A seizure happens when the nerves in a person's brain act strangely. Nerves send information, partly through electrical signals. Usually, nerves in the brain (called neurons) do not fire at the same time. During a seizure, groups of nerves start firing together, too fast.[1] This causes there to be too much disorganized electrical activity in the brain.

Most people think a person with a seizure will shake and twitch. Some will, but there are also other kinds of seizures.[2]

Types of Seizures

There are many different types of seizures. They are named by how much of the brain they affect and what happens to the person when they are having that type of seizure.

Partial seizures

In partial seizures, only a small part of the brain is involved in the seizure. These seizures can be more specifically called:

  • Simple partial: The person stays awake the whole time the seizure is happening. They may twitch (especially in just one part of their body), feel dizzy, or smell and taste things that are not there.
  • Complex partial: The person "zones out" during the seizure and may seem confused, experience deja vu, laugh, feel afraid, see things that are not there, or smell something bad. The person may also do something over and over again, like button and rebutton a shirt.

Generalized seizures

In generalized seizures, a larger part of the brain is involved in the seizure. Often, parts of both hemispheres (halves of the brain) are affected. These seizures can be more specifically called:

  • Tonic-clonic - The person faints, and starts having involuntary jerking motions. They may bite their tongue, scream, drool, urinate or defecate.
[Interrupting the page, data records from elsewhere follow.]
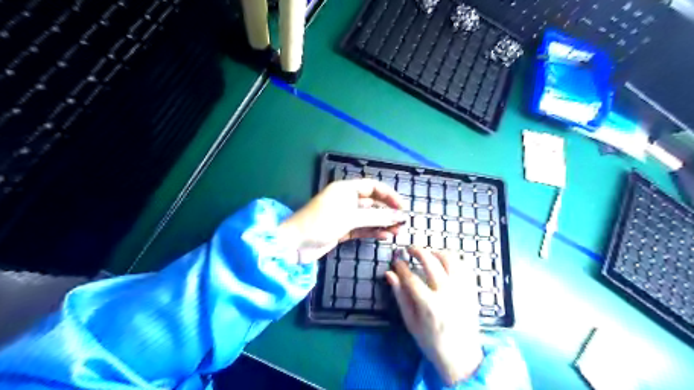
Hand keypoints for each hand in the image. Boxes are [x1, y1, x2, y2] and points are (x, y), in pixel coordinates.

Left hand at [279, 180, 407, 261]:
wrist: (294, 244)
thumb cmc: (321, 223)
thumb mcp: (349, 218)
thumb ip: (375, 217)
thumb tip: (398, 216)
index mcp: (346, 189)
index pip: (373, 187)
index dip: (389, 195)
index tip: (402, 207)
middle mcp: (346, 200)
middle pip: (372, 203)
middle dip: (387, 211)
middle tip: (402, 222)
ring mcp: (344, 216)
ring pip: (368, 217)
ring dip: (382, 223)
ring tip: (397, 231)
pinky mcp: (342, 230)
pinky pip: (362, 228)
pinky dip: (372, 231)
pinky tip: (384, 236)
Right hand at [385, 247, 483, 383]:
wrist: (461, 356)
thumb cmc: (431, 341)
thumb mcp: (410, 322)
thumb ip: (400, 296)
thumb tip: (389, 274)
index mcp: (429, 305)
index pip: (411, 277)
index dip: (401, 267)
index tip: (396, 261)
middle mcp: (447, 294)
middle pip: (431, 262)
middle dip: (418, 251)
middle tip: (410, 249)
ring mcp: (462, 291)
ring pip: (450, 260)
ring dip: (436, 252)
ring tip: (428, 254)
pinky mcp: (471, 291)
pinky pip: (464, 267)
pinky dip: (453, 259)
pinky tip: (444, 261)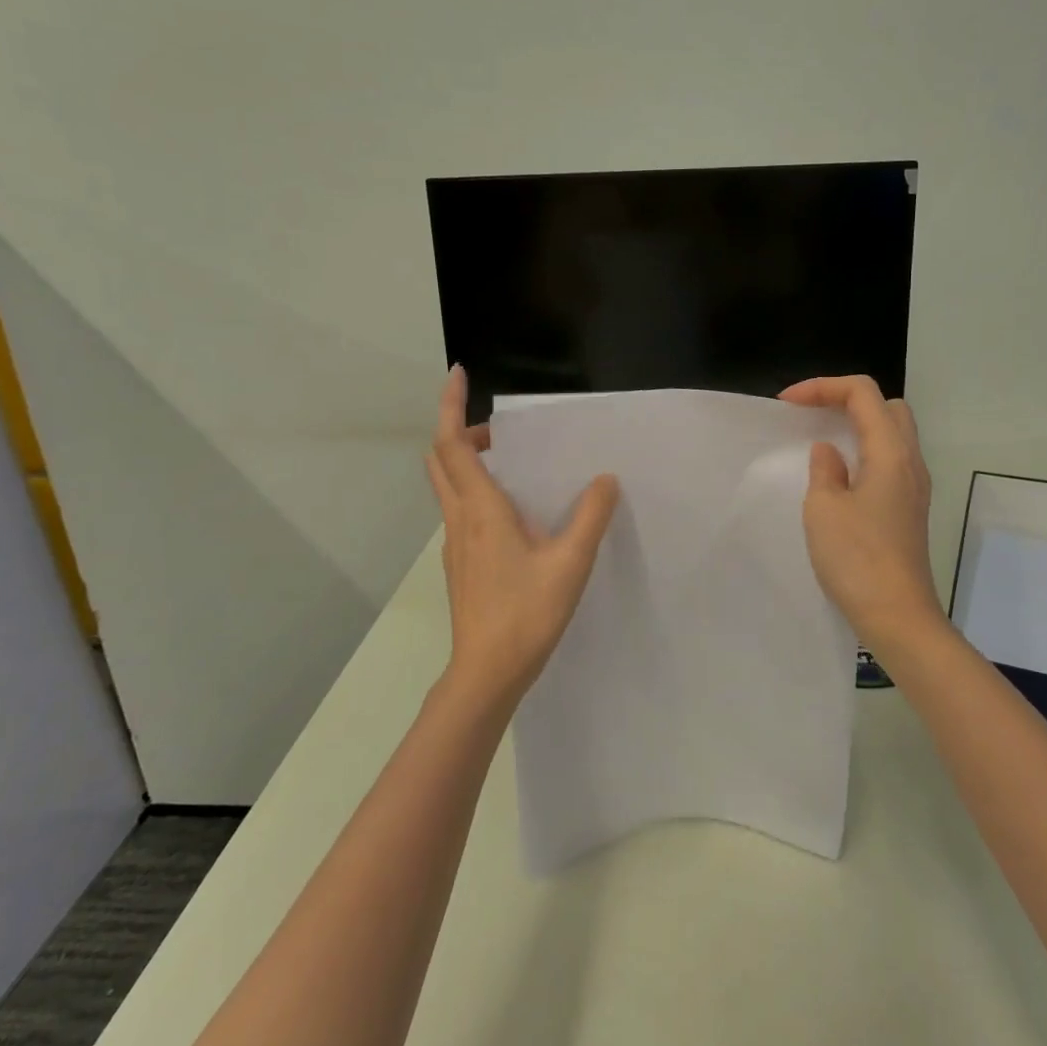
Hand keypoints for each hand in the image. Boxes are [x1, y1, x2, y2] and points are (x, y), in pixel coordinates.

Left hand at [425, 366, 620, 706]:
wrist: (487, 672)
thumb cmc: (526, 613)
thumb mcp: (570, 562)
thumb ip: (590, 517)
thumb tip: (605, 479)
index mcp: (481, 509)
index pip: (452, 443)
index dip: (451, 405)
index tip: (459, 373)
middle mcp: (460, 519)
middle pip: (441, 459)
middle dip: (459, 431)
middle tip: (498, 429)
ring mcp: (455, 544)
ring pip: (447, 486)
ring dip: (466, 462)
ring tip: (510, 464)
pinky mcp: (460, 565)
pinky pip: (460, 511)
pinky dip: (474, 492)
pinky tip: (512, 514)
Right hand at [780, 375, 944, 661]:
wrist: (898, 616)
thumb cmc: (857, 559)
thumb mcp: (824, 508)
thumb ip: (824, 469)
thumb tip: (829, 452)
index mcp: (890, 452)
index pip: (862, 393)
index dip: (822, 387)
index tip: (787, 404)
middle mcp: (910, 461)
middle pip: (886, 406)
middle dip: (846, 399)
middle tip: (811, 415)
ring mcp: (914, 487)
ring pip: (892, 433)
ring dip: (857, 426)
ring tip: (821, 440)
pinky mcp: (910, 509)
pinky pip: (890, 461)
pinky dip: (864, 452)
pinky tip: (839, 475)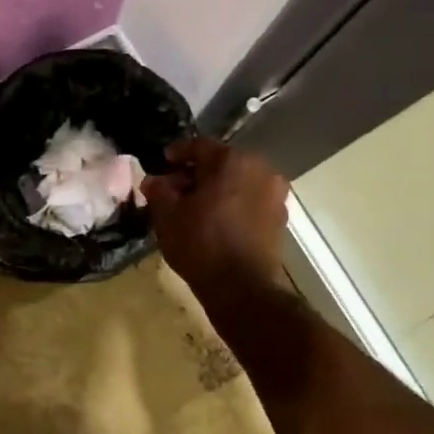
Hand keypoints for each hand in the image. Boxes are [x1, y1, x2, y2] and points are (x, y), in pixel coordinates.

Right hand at [143, 139, 288, 292]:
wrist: (243, 288)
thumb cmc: (201, 244)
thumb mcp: (167, 216)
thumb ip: (158, 191)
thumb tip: (154, 180)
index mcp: (231, 160)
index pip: (198, 145)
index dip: (177, 153)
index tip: (162, 163)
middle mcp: (259, 168)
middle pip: (221, 163)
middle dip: (196, 173)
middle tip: (174, 189)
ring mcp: (274, 193)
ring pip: (237, 181)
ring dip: (216, 189)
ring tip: (194, 208)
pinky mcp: (280, 217)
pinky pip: (250, 200)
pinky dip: (232, 204)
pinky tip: (215, 221)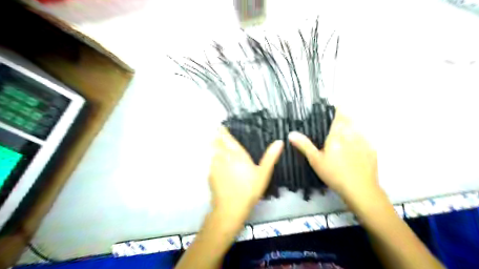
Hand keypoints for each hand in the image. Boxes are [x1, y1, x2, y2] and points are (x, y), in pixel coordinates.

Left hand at [210, 128, 282, 220]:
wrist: (230, 207)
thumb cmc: (249, 189)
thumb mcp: (263, 173)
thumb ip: (270, 157)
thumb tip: (279, 141)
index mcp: (237, 154)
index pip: (227, 138)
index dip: (223, 132)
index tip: (221, 126)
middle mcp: (223, 157)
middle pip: (217, 143)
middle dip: (217, 138)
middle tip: (218, 134)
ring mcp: (215, 166)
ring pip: (213, 153)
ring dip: (214, 148)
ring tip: (216, 146)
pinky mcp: (210, 175)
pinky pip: (211, 164)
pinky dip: (213, 160)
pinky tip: (217, 165)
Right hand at [286, 109, 379, 203]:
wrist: (360, 189)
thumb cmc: (334, 173)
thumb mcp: (315, 160)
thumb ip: (304, 145)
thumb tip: (291, 133)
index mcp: (338, 134)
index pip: (340, 115)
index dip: (339, 108)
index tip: (336, 104)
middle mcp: (352, 134)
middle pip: (350, 119)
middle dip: (345, 116)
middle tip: (338, 118)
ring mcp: (364, 142)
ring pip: (358, 128)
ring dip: (352, 126)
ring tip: (345, 131)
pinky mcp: (372, 150)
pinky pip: (365, 138)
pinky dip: (360, 137)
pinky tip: (356, 145)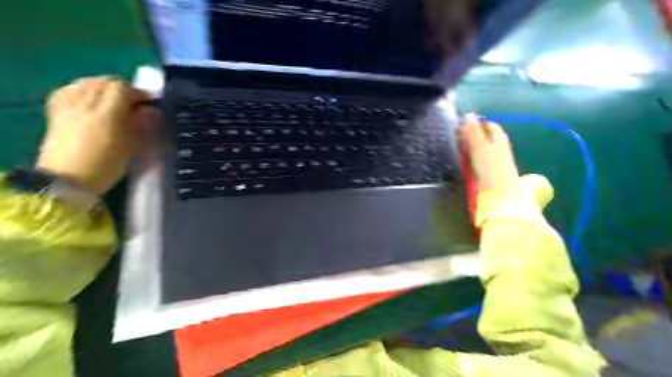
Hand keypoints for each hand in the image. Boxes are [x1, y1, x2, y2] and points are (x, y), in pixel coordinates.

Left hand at [36, 75, 157, 193]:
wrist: (68, 179)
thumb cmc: (106, 166)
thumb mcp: (130, 147)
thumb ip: (140, 124)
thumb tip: (150, 111)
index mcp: (106, 114)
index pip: (123, 89)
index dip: (138, 93)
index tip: (149, 104)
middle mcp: (85, 104)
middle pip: (105, 82)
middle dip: (123, 89)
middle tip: (134, 103)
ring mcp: (67, 105)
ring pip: (88, 82)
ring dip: (104, 87)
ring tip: (114, 101)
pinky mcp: (56, 110)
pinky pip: (71, 89)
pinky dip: (84, 89)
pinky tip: (91, 100)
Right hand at [457, 114, 517, 190]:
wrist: (499, 191)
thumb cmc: (490, 166)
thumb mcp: (479, 146)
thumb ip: (473, 131)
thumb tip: (467, 114)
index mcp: (498, 136)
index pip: (486, 124)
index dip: (474, 122)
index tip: (459, 125)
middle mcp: (497, 145)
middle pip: (483, 135)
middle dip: (470, 133)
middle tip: (455, 135)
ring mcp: (493, 157)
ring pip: (479, 146)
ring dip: (468, 144)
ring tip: (457, 145)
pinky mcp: (488, 168)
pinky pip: (477, 157)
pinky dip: (470, 155)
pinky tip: (463, 158)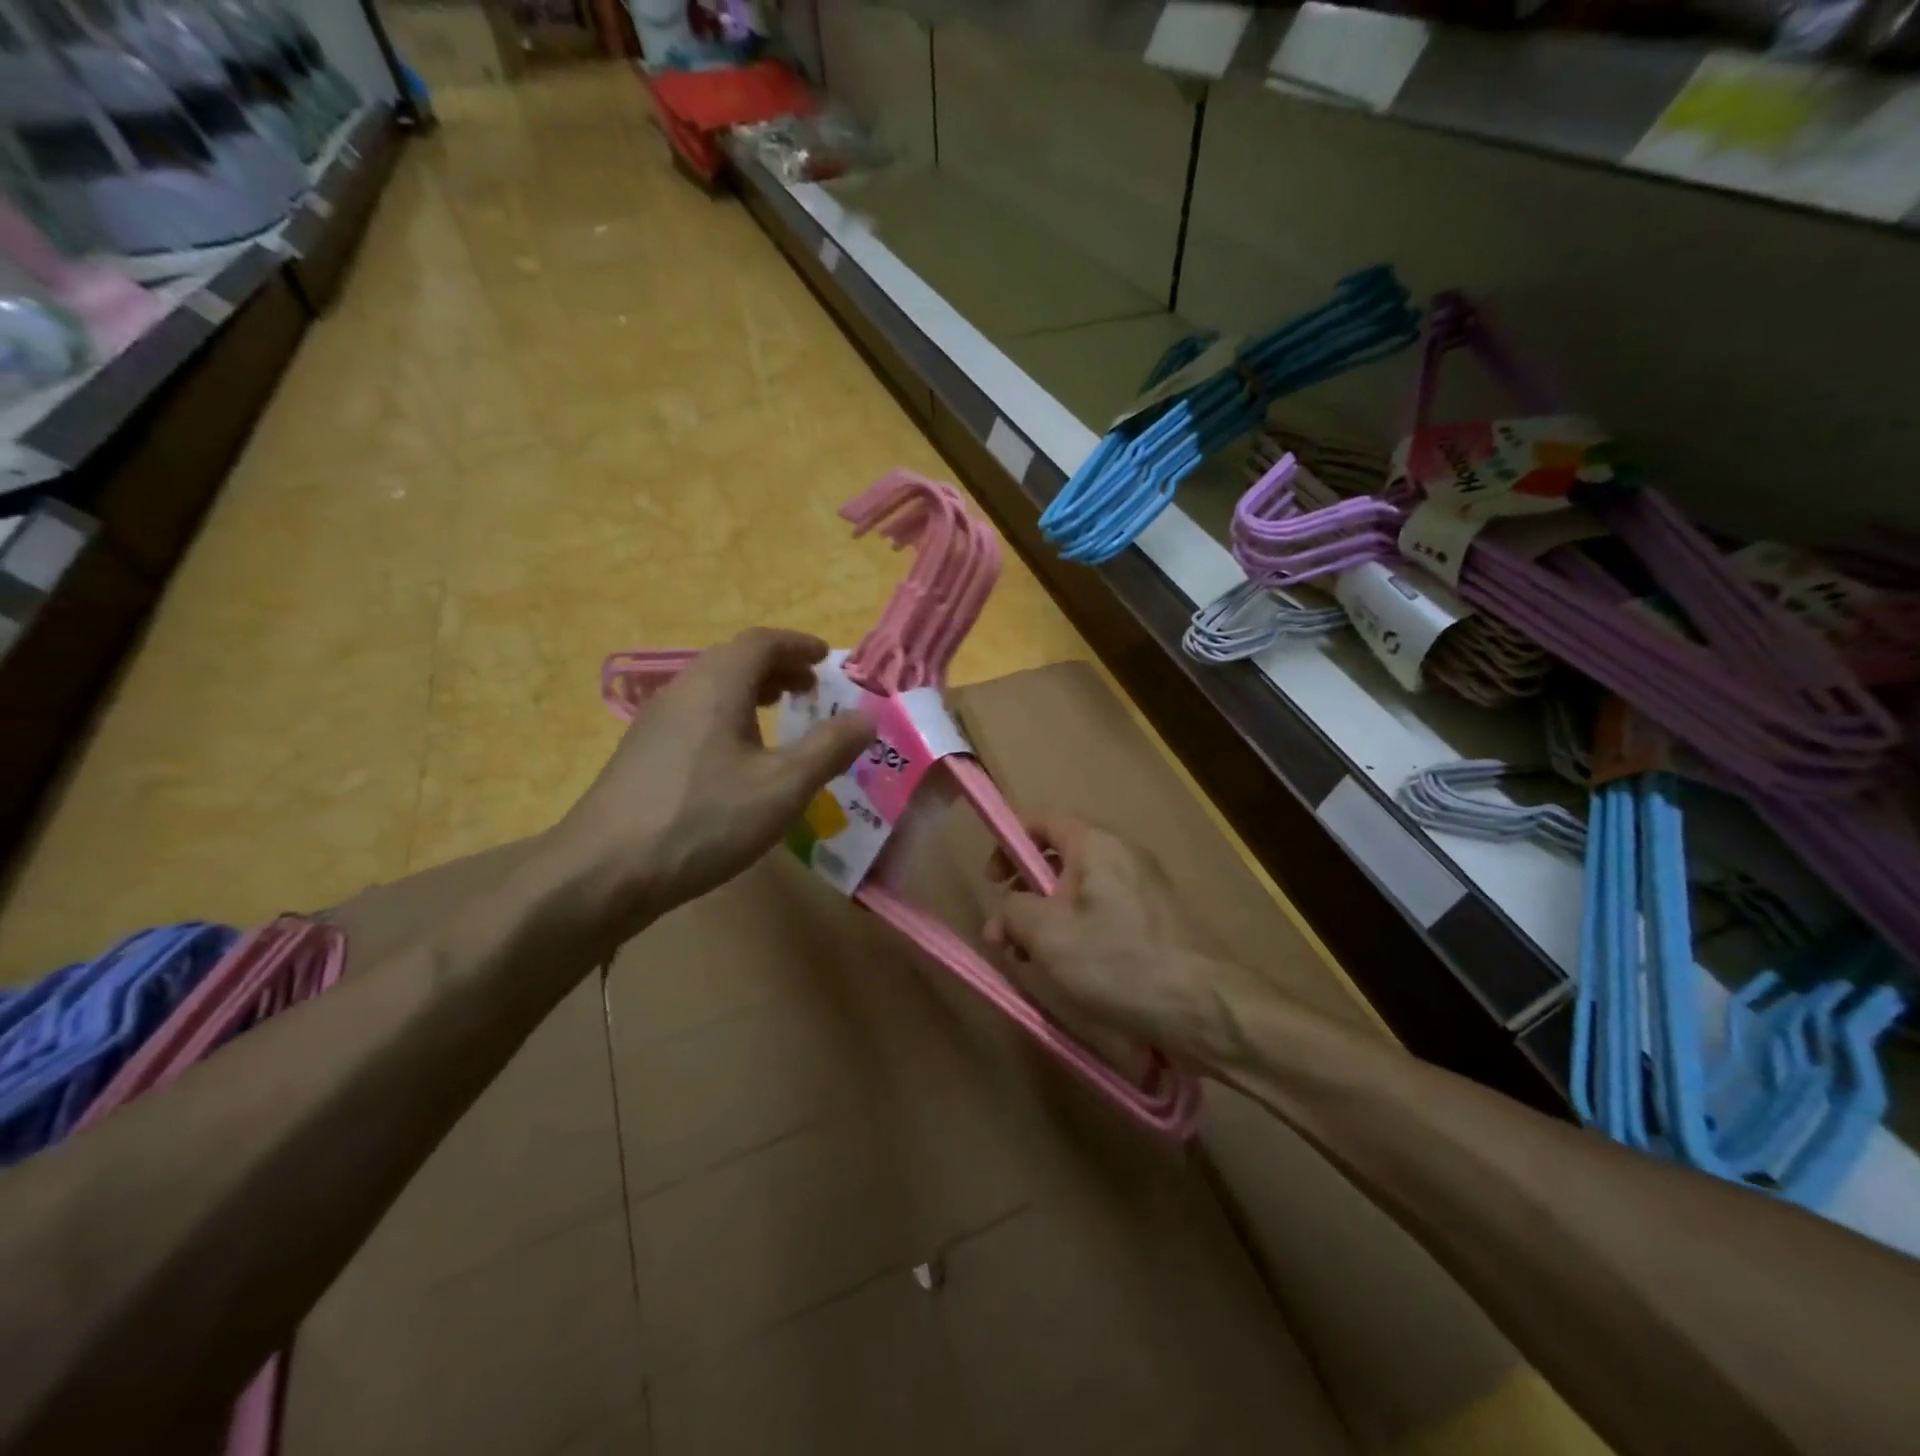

This kind of seizure often follows an aura, or strange feeling the person has, although not all people who have these seizures get these feelings. Tonic-clonic seizures can last up to 20 minutes.
  • Absence - People having absence seizures often look like they are just "spaced out." They do not fall to the ground or have jerking movements, but they do not seem to hear or notice anything around them. Other people may not notice that the person is having a seizure at all. The person may simply freeze in place and pick up where they left off when the seizure is over. The person having the seizure usually does not remember it afterward. This kind of seizure only lasts up to 10 seconds.
  • Myoclonic - A myoclonic jerk is a sudden jerking motion, usually on both sides of the body. This kind of seizure is most common in children under 5. Myoclonic seizures can be seen in adults, who tend of have myoclonic jerks when they are falling asleep or already asleep. Children can have these myoclonic jerks while awake.

Status epilepticus: A medical emergency

Status epilepticus is a medical emergency. A person is "in status" when:[3]

  • They have a seizure that lasts more than five minutes; OR
  • They have more than one seizure without recovering in between.

Status epilepticus is a medical emergency because the brain will not get enough oxygen during a long seizure. This can cause brain damage or death.[3]